*** DATA SHOWN ***

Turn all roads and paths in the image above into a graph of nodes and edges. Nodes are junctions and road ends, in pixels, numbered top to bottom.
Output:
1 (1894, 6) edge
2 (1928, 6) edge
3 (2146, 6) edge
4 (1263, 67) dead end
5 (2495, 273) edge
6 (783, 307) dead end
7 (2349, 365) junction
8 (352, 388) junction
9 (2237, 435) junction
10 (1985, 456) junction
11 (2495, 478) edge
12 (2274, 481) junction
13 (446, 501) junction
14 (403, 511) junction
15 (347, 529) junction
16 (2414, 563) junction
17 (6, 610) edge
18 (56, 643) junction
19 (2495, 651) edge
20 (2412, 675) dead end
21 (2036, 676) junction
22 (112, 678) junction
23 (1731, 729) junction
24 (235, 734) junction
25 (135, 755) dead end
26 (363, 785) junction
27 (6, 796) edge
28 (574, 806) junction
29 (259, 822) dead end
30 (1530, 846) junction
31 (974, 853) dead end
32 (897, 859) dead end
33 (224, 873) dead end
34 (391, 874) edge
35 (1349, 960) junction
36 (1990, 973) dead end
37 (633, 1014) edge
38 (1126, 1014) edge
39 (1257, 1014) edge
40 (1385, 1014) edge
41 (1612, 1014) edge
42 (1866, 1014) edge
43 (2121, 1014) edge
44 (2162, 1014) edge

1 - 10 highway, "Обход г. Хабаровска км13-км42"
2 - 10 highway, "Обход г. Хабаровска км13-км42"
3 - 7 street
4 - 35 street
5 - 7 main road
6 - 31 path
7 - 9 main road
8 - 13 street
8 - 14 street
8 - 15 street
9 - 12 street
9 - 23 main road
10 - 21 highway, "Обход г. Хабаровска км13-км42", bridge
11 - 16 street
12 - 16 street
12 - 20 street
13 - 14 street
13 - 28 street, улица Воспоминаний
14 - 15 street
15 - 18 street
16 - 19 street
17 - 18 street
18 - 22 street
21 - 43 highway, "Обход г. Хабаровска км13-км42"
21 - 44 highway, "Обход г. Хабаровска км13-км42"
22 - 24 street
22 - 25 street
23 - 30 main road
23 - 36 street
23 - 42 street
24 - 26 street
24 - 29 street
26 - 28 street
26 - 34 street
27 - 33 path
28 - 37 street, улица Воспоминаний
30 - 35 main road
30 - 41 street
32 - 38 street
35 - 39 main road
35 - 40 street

*** End of DATA SHOWN ***

Return what is listed above, exactly and completely.

**SOLUTION TO THIS PROBLEM:**
Turn all roads and paths in the image above into a graph of nodes and edges. Nodes are junctions and road ends, in pixels, numbered top to bottom.
Output:
1 (1894, 6) edge
2 (1928, 6) edge
3 (2146, 6) edge
4 (1263, 67) dead end
5 (2495, 273) edge
6 (783, 307) dead end
7 (2349, 365) junction
8 (352, 388) junction
9 (2237, 435) junction
10 (1985, 456) junction
11 (2495, 478) edge
12 (2274, 481) junction
13 (446, 501) junction
14 (403, 511) junction
15 (347, 529) junction
16 (2414, 563) junction
17 (6, 610) edge
18 (56, 643) junction
19 (2495, 651) edge
20 (2412, 675) dead end
21 (2036, 676) junction
22 (112, 678) junction
23 (1731, 729) junction
24 (235, 734) junction
25 (135, 755) dead end
26 (363, 785) junction
27 (6, 796) edge
28 (574, 806) junction
29 (259, 822) dead end
30 (1530, 846) junction
31 (974, 853) dead end
32 (897, 859) dead end
33 (224, 873) dead end
34 (391, 874) edge
35 (1349, 960) junction
36 (1990, 973) dead end
37 (633, 1014) edge
38 (1126, 1014) edge
39 (1257, 1014) edge
40 (1385, 1014) edge
41 (1612, 1014) edge
42 (1866, 1014) edge
43 (2121, 1014) edge
44 (2162, 1014) edge

1 - 10 highway, "Обход г. Хабаровска км13-км42"
2 - 10 highway, "Обход г. Хабаровска км13-км42"
3 - 7 street
4 - 35 street
5 - 7 main road
6 - 31 path
7 - 9 main road
8 - 13 street
8 - 14 street
8 - 15 street
9 - 12 street
9 - 23 main road
10 - 21 highway, "Обход г. Хабаровска км13-км42", bridge
11 - 16 street
12 - 16 street
12 - 20 street
13 - 14 street
13 - 28 street, улица Воспоминаний
14 - 15 street
15 - 18 street
16 - 19 street
17 - 18 street
18 - 22 street
21 - 43 highway, "Обход г. Хабаровска км13-км42"
21 - 44 highway, "Обход г. Хабаровска км13-км42"
22 - 24 street
22 - 25 street
23 - 30 main road
23 - 36 street
23 - 42 street
24 - 26 street
24 - 29 street
26 - 28 street
26 - 34 street
27 - 33 path
28 - 37 street, улица Воспоминаний
30 - 35 main road
30 - 41 street
32 - 38 street
35 - 39 main road
35 - 40 street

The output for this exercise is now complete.